Now, my kids will barely talk to me and have lost all trust in anything I ever said to them. I could understand being mad, heartbroken, upset, but from what I'm hearing from back home, some of the lies going on about me are getting out of hand. Yes, I have lost quite a few "acquaintances" but I also have many that I thought would be turned against me rooting for me and sharing their experiences with my situation with me. I don't care what everyday people think of me, but I do care what my kids think and I hope someday they realize what really happened and that I love them more than anything.
I did have to stay in the other country and give up my trip home because it would make moving here and getting visas easier. I hated not being able to say goodbye properly to them, but right now my mental health has to be number one or I will have nothing left to give them.

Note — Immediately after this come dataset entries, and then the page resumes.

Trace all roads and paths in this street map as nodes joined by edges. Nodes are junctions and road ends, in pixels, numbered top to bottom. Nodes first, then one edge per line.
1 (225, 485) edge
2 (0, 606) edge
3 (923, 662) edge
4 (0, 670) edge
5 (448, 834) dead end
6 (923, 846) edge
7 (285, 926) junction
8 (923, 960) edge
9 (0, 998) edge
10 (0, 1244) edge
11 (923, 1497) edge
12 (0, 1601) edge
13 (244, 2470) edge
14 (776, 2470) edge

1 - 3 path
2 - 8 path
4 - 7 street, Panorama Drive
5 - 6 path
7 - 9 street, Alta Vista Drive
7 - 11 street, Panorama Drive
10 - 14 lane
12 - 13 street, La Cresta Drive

At the beginning of June I went from homeless, broke, medically ignored, with only one friend left to my name to now at the beginning of August with a man who adores me, shares his wealth, his doctors, and his friends and family with me. My fibro has also improved. I went from being abused and manipulated to loved and wanted. I'll take that. I really do miss my kids and my dog like crazy. I still cry over them every day. But they are old enough to decide where they want to be and they know they are always welcome with me. And for now, that has to be good enough.
P.S. My bestie and I are engaged to be married as soon as my divorce is final!!!
ALL INFORMATION ABOVE IS MY OWN PERSONAL ACCOUNT OF WHAT HAPPENED TO ME. IT IS NOT MEANT TO DISPARAGE ANYONE ASSOCIATED WITH ME.